• **What this task involves**
Copy each line below word for word and drop every image.

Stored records
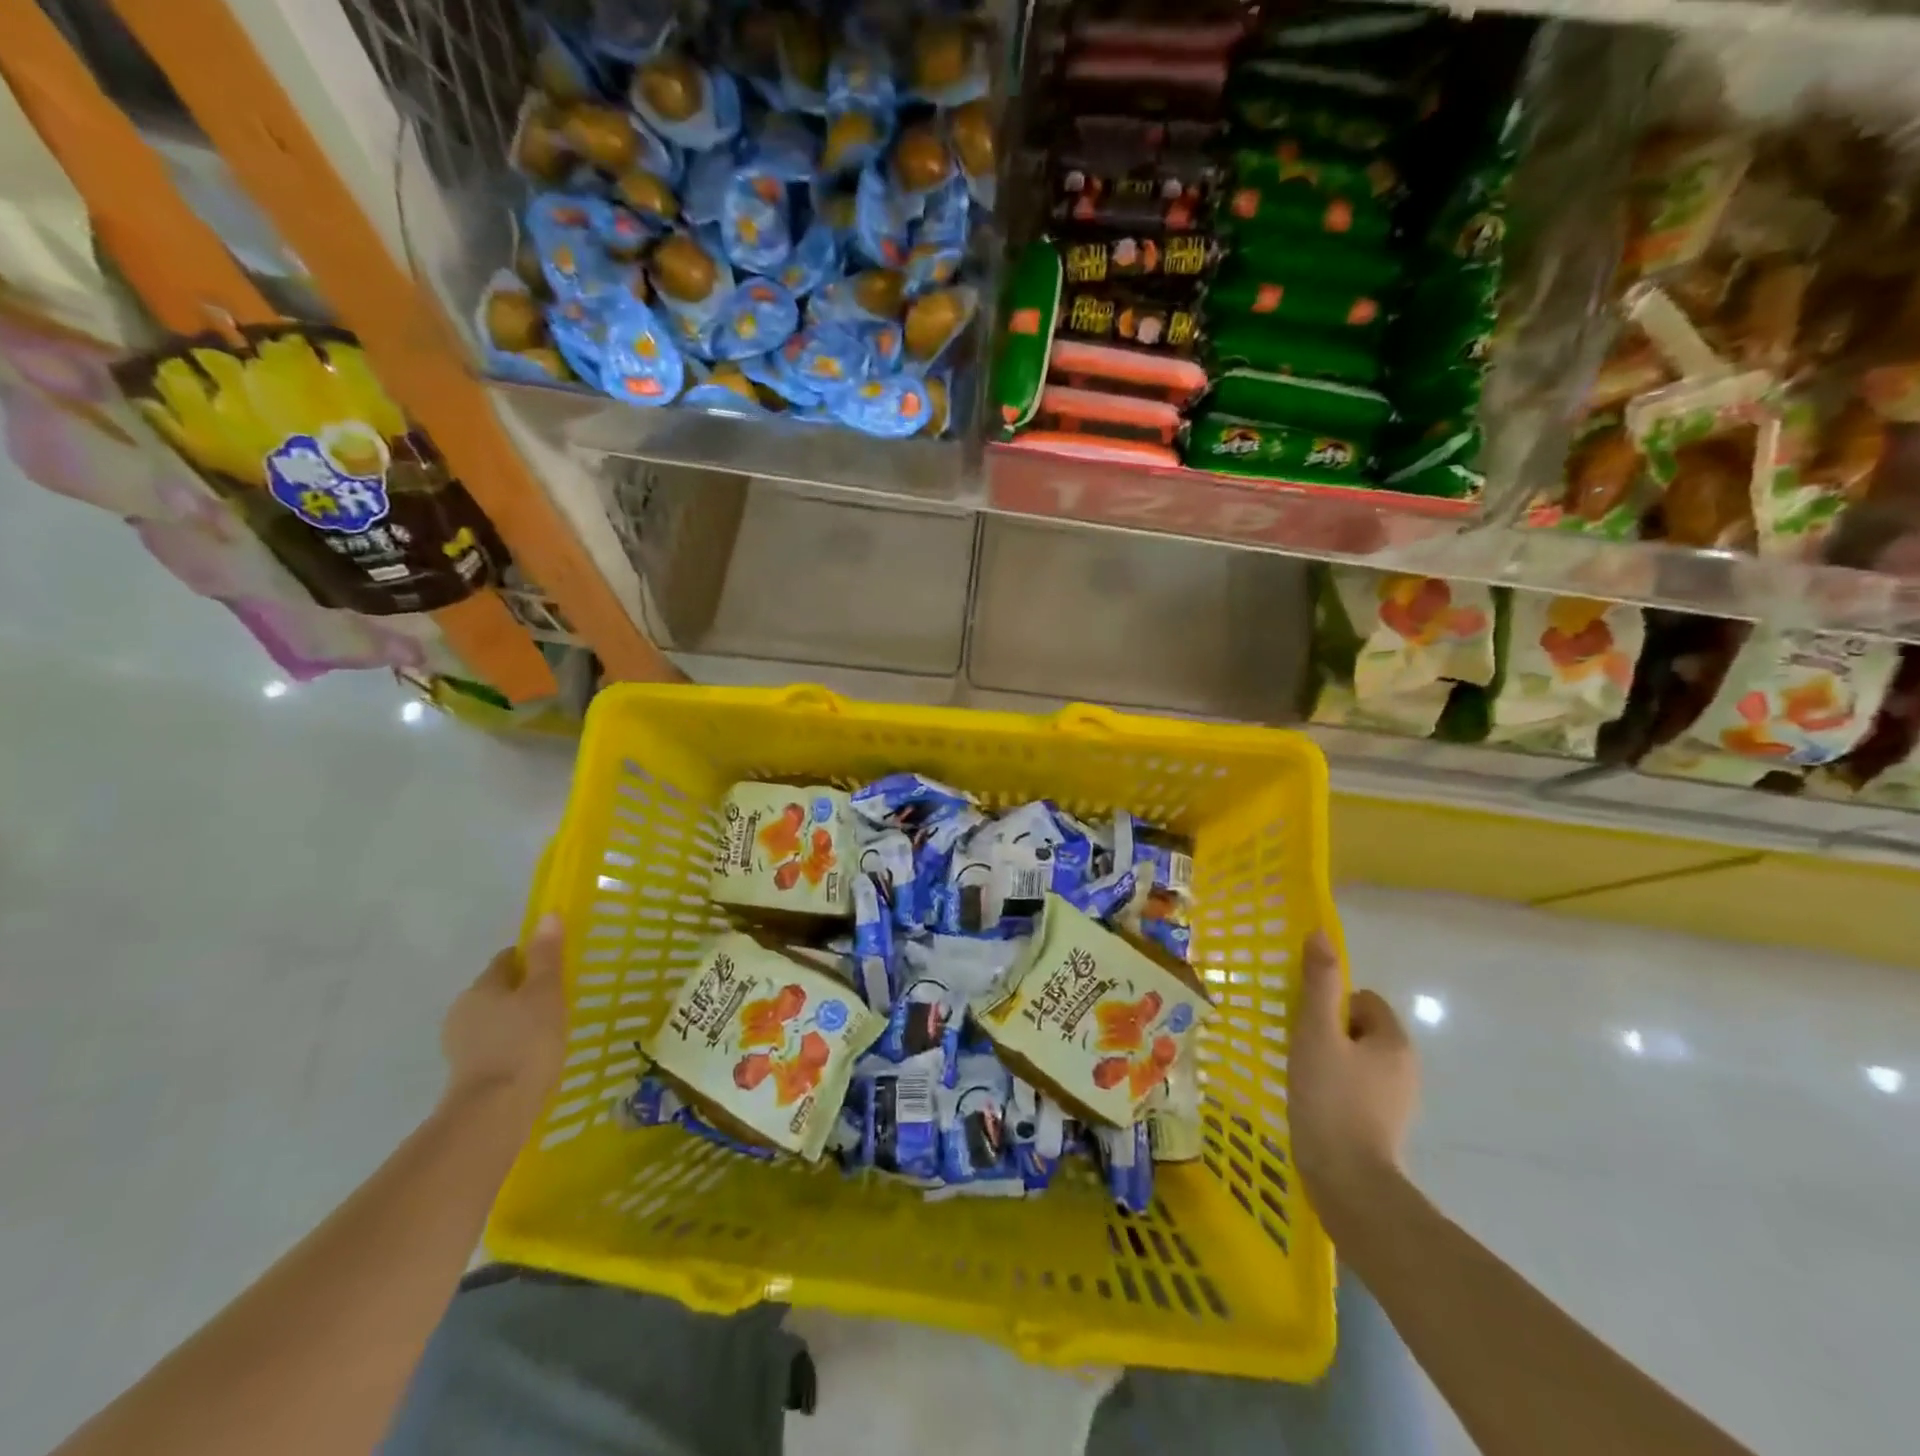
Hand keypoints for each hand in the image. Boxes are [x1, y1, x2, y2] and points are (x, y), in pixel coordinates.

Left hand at [440, 912, 567, 1120]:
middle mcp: (463, 1009)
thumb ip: (547, 955)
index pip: (509, 959)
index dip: (535, 958)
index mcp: (482, 986)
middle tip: (559, 1001)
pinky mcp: (465, 1072)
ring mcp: (460, 1043)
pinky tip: (532, 1057)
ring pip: (495, 1018)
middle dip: (525, 991)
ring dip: (517, 1020)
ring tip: (549, 1032)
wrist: (494, 1111)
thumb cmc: (526, 1043)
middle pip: (499, 989)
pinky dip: (510, 1045)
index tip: (559, 969)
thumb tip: (548, 915)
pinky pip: (493, 1045)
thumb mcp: (546, 993)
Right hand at [1290, 930, 1419, 1237]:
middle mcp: (1405, 1068)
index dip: (1332, 1005)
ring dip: (1332, 1062)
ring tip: (1303, 1077)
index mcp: (1394, 1042)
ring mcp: (1398, 1102)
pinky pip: (1358, 1090)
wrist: (1348, 1183)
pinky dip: (1337, 1090)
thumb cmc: (1330, 1099)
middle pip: (1361, 1030)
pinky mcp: (1384, 1128)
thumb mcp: (1316, 1033)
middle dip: (1330, 1034)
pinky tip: (1315, 1104)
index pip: (1364, 1000)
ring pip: (1358, 1062)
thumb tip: (1321, 933)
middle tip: (1300, 1048)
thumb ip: (1318, 984)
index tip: (1307, 1023)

• **Written answer**
Hand keypoints for each hand in the image. Boxes are [x1, y1, x2, y2] and points are (x, y), in pixel coordinates.

Left hand at [440, 912, 567, 1120]:
middle mcp: (463, 1009)
thumb ip: (547, 955)
index pip: (509, 959)
index dip: (535, 958)
index mcp: (482, 986)
middle tip: (559, 1001)
pinky mcp: (465, 1072)
ring mcp: (460, 1043)
pinky tip: (532, 1057)
ring pip: (495, 1018)
middle dip: (525, 991)
ring dip: (517, 1020)
ring tip: (549, 1032)
wrist: (494, 1111)
thumb cmc: (526, 1043)
middle pip: (499, 989)
pinky dip: (510, 1045)
index tip: (559, 969)
thumb tip: (548, 915)
pinky pip: (493, 1045)
thumb mcp: (546, 993)
Right hand at [1290, 930, 1419, 1237]:
middle mcp: (1405, 1068)
index dip: (1332, 1005)
ring dip: (1332, 1062)
ring tip: (1303, 1077)
index mcp: (1394, 1042)
ring mcp: (1398, 1102)
pinky pip: (1358, 1090)
wrist: (1348, 1183)
pinky dip: (1337, 1090)
thumb cmc: (1330, 1099)
middle pip: (1361, 1030)
pinky mcp: (1384, 1128)
thumb mcp: (1316, 1033)
middle dip: (1330, 1034)
pinky tip: (1315, 1104)
index pip: (1364, 1000)
ring pip: (1358, 1062)
thumb tip: (1321, 933)
middle tip: (1300, 1048)
thumb ip: (1318, 984)
index tip: (1307, 1023)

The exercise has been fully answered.